Naturally, I was up with the group that made it to the end to try the first sencha of the year. The flavor was humble, quiet, and very fresh…like it was waiting to wake up to its true potential flavor after a little time to settle into itself.

Maybe the same has been happening to me over the last three months. I came here fresh yet with a hint of what I might become. And I’ve been settling into myself little by little this whole time without even knowing.

It started on day one in Miwako-san’s orientation presentation. She issued a call to action: to “do it now” instead of waiting when you want something to happen. I didn’t know what I wanted to do yet, but I did feel inspired to do something. In little ways – a karaoke night in the Obubu cafe here, some chore organization there – I tried to start acting instead of waiting. And I often found someone else who also wanted the same thing I did, which made achieving goals even easier. When my fellow spring interns and I wanted to do something fun to welcome the incoming summer class, David came through to help us get a pizza night off the ground. We just had to start looking for a way, and he was there to enthusiastically support us. 

My intern group has really supported each other, too. I can’t imagine the Obubu experience without them. In fact, most of us are sitting at a table together as I write this part because someone in the group chat asked if anyone wanted to get some work done tonight. Some of us are writing, others are studying for our upcoming Japanese Tea Basics exam, and the rest are simply winding down in their own way but still present for solidarity. It feels like college all over again in a good way: a time of discovery and growth.

Everyone at Obubu has helped me dust off my adventurous streak, remember that it’s ok to take time for myself, just say yes to things, and dream a little more freely. We’ve laughed together, cried together, and gotten through a really intense farming season together. I know we have to go our separate ways soon, I believe many of us will come back together again.

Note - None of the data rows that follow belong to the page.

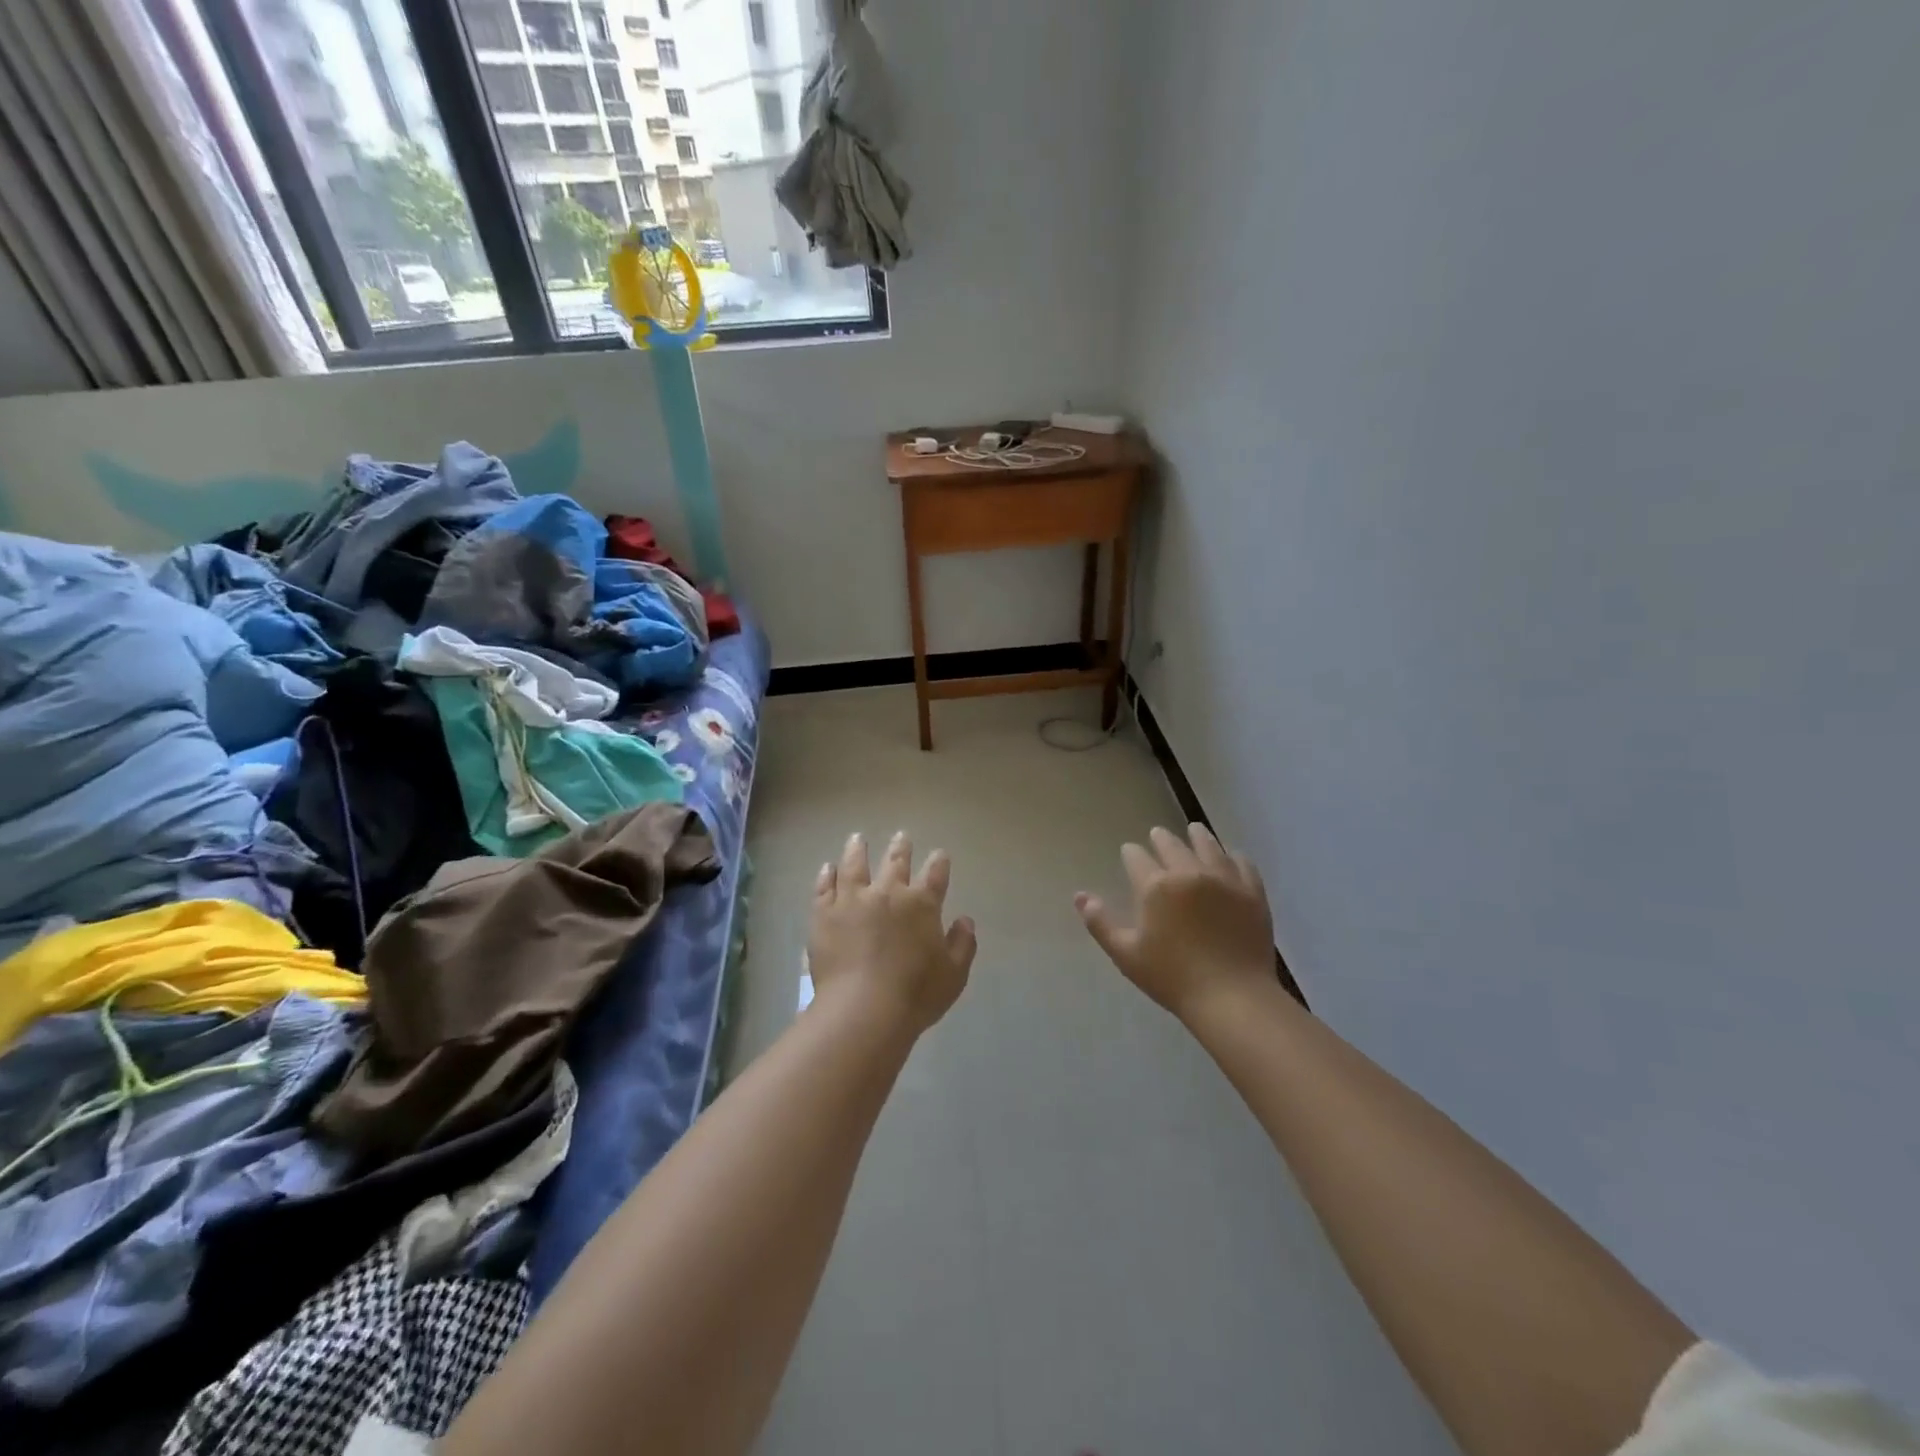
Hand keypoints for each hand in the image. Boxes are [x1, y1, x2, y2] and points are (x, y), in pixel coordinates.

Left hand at [809, 832, 976, 1033]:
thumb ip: (963, 944)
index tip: (939, 854)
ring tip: (857, 838)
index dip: (939, 863)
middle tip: (902, 836)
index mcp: (922, 904)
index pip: (935, 875)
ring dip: (858, 850)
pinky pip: (825, 887)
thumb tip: (965, 920)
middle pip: (896, 862)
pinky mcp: (824, 913)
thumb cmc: (915, 995)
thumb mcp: (954, 975)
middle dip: (901, 847)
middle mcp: (888, 892)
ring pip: (855, 865)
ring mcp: (852, 900)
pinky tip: (828, 868)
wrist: (863, 1009)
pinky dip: (827, 875)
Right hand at [1076, 824, 1273, 1021]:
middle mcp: (1189, 873)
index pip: (1137, 858)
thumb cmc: (1172, 978)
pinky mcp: (1252, 892)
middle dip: (1160, 838)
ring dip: (1197, 836)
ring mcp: (1224, 880)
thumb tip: (1079, 896)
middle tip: (1157, 834)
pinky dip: (1233, 855)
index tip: (1129, 852)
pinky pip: (1242, 863)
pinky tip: (1231, 855)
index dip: (1131, 853)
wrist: (1232, 997)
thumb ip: (1100, 923)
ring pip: (1208, 846)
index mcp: (1155, 886)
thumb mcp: (1126, 954)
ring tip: (1194, 830)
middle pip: (1171, 845)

While farming and friendship were definitely highlights of this program, they weren’t the only opportunities to learn. Between working tea tours and cafe shifts, I got a crash course in hospitality here that will inform my future plans. I applied to Obubu with the goal to bring the knowledge I learn here home to teach people in the US about Japanese tea through classes and experiences. Fortunately, Obubu confirmed my enthusiasm for teaching and showed me I can handle all the dishes my future students might generate at a tea tasting. 😂

My internship project also gave me the opportunity to contribute to Obubu’s longer-term vision. Sencha is my favorite tea, so when a project called “sencha promotion” appeared in a list of potential internship projects I was very intrigued. I worked with Marusya, Obubu’s social media and marketing lead, to research why tea drinkers in the US like tea. The main goal was to better understand where folks learn about sencha (if at all) and how sencha might fit into their lives. You can read more about that in a blog post, but I will say it was interesting and heartwarming to learn what connects people to tea. I can’t wait to see how Marusya and others will use the results to share Japanese tea even further.  

I came to Obubu passionate about bringing Japanese tea to the world, and the internship fanned the flames. But I also feel humbled by my hands-on experience and the journeys of tea people I connected with here. There’s still so much I don’t know about the world of tea; now I don’t think I’ll be satisfied unless I find ways to keep learning while I teach.